_To do:_ Which of the lines in the listing that follows hold "every"? Pull each one out.

_Task material:_
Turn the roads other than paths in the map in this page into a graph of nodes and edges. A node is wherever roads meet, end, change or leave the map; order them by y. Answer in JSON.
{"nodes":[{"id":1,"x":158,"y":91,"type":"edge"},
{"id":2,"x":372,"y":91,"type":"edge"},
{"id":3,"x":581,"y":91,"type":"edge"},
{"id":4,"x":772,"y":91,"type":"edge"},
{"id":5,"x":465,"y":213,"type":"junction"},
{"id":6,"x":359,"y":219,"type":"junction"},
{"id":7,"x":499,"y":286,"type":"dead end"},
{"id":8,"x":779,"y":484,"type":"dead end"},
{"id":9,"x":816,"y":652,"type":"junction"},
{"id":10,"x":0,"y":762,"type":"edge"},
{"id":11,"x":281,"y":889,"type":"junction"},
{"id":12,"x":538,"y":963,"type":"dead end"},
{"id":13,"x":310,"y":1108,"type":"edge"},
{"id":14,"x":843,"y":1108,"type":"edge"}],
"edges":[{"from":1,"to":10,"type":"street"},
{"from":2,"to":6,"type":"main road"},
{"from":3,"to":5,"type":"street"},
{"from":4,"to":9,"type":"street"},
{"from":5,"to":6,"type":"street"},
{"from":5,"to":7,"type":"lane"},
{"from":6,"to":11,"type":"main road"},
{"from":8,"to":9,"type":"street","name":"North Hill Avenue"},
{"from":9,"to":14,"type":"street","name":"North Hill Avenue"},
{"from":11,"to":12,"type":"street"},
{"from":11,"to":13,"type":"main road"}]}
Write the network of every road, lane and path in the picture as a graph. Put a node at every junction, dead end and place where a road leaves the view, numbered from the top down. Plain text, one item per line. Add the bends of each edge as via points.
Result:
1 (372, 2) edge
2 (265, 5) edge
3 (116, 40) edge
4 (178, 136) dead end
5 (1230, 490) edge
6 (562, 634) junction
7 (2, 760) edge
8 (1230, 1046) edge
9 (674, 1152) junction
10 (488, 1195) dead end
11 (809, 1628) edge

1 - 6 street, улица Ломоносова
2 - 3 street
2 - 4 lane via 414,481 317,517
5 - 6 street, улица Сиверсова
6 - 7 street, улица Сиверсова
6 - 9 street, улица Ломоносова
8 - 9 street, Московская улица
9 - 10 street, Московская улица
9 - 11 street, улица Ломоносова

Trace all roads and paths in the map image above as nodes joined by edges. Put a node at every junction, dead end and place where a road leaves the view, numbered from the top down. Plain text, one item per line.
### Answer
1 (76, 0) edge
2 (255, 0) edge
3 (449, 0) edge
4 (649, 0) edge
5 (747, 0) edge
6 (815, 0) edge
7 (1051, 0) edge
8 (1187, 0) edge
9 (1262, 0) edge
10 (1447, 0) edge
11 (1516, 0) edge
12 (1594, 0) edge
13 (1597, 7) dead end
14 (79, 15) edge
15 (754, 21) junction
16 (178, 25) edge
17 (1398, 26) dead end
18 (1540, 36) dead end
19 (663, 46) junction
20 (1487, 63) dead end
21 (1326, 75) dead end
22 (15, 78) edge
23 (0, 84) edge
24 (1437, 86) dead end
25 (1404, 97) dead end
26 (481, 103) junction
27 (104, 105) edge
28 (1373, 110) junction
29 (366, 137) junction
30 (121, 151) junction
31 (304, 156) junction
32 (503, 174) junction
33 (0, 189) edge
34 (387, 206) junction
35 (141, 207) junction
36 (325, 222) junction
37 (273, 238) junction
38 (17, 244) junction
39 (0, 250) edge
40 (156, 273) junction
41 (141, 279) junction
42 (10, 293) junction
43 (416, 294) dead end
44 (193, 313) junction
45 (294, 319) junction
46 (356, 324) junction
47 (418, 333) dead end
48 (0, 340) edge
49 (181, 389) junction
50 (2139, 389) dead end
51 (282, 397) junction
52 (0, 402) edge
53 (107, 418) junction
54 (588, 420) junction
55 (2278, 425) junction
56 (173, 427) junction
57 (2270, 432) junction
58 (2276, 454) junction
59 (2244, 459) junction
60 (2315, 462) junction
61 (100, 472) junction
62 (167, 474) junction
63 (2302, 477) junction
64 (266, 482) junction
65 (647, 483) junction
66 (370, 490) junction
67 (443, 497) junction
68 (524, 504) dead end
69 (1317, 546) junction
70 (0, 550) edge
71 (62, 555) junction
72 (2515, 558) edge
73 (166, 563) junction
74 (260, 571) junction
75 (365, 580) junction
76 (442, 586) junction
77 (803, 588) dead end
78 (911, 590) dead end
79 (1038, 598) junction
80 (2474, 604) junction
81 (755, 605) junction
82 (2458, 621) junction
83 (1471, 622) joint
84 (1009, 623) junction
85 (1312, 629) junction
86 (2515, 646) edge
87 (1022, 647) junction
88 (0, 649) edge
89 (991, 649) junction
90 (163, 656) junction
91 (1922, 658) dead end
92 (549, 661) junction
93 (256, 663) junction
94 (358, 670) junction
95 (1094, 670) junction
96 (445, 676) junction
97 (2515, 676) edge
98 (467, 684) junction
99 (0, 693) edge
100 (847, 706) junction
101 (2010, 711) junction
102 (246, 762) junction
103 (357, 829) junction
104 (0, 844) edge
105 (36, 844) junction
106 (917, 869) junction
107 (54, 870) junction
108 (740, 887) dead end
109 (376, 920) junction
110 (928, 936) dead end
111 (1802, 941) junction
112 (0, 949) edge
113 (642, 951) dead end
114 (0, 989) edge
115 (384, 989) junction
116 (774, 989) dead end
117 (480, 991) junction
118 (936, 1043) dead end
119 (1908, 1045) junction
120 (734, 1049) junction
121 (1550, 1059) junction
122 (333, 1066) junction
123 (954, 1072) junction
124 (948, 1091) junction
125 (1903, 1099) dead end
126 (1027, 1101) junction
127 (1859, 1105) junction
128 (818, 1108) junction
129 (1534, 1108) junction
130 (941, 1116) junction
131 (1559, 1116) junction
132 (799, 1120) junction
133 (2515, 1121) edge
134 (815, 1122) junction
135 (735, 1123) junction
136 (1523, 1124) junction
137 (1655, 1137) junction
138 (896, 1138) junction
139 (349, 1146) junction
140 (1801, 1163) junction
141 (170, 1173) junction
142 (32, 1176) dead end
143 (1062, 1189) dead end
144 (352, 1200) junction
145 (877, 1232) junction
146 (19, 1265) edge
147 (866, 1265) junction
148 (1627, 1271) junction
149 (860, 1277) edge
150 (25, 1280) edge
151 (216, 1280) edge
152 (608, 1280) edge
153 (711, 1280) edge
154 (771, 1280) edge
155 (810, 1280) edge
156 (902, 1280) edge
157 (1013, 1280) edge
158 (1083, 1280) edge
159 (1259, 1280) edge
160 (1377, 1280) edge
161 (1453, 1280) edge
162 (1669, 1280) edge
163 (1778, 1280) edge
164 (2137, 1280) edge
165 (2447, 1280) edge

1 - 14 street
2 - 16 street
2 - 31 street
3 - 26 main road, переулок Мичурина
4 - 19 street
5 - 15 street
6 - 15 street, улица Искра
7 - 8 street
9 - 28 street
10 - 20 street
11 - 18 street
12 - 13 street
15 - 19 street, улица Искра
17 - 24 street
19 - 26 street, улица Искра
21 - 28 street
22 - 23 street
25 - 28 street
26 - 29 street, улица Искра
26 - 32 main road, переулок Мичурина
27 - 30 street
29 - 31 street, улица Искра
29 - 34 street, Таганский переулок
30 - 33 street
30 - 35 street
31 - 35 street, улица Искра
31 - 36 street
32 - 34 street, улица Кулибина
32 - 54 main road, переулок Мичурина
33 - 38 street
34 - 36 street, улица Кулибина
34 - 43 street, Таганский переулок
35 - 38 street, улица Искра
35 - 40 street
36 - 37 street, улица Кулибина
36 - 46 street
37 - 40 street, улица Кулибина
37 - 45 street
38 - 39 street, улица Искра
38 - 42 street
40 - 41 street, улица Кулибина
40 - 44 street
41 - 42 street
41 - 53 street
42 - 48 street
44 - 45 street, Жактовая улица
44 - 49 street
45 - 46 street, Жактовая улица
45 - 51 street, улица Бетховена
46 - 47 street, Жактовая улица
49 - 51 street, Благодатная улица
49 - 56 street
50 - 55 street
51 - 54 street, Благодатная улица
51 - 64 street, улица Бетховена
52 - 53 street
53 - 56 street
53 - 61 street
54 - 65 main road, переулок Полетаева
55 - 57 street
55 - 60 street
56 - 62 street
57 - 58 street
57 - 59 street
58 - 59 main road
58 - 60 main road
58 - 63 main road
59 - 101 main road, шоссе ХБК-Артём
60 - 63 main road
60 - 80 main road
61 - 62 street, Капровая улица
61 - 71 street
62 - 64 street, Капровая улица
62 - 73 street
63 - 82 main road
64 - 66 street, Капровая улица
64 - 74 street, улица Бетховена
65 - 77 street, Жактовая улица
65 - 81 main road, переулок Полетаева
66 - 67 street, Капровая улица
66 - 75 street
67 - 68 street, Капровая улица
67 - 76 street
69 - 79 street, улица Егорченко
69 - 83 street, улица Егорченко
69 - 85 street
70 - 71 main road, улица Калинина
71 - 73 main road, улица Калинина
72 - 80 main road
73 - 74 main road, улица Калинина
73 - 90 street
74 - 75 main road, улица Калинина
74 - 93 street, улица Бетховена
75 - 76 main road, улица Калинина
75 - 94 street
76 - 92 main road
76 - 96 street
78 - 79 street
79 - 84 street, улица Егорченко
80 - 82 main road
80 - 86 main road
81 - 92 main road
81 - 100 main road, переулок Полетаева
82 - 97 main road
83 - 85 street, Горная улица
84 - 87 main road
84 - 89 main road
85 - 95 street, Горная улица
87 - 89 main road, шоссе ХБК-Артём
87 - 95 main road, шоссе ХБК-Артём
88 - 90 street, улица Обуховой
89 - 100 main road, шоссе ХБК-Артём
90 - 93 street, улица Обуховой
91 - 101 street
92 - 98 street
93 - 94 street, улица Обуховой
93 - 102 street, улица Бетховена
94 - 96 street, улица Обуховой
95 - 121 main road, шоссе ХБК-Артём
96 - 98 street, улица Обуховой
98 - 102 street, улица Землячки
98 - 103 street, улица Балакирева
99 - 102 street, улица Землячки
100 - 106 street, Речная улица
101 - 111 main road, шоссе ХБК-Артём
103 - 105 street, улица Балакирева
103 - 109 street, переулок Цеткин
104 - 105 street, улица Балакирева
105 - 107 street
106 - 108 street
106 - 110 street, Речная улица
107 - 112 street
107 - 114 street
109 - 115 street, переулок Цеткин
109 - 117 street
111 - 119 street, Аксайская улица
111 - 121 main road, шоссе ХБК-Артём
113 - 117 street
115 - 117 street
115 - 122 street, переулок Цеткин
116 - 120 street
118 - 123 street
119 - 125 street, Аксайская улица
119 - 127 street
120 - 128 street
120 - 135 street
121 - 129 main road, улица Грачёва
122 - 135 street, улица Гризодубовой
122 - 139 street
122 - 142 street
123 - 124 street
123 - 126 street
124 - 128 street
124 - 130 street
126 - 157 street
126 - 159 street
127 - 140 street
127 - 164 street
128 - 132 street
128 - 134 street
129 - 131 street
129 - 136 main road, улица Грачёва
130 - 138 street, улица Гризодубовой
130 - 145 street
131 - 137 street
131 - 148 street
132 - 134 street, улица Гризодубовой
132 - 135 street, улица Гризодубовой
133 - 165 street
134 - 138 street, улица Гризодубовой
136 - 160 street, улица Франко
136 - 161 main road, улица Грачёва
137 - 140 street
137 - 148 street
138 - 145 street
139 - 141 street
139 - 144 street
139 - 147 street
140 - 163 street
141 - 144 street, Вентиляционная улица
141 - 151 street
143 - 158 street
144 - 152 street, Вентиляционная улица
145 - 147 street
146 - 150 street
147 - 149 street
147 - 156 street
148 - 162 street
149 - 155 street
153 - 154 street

_Response to this exercise:_
Write the network of every road, lane and path in the picture as a graph. Put a node at every junction, dead end and place where a road leaves the view, numbered from the top down. Plain text, one item per line. Add the bends of each edge as via points.
Trace all roads and paths in the map image above as nodes joined by edges. Put a node at every junction, dead end and place where a road leaves the view, numbered from the top down. Plain text, one item per line.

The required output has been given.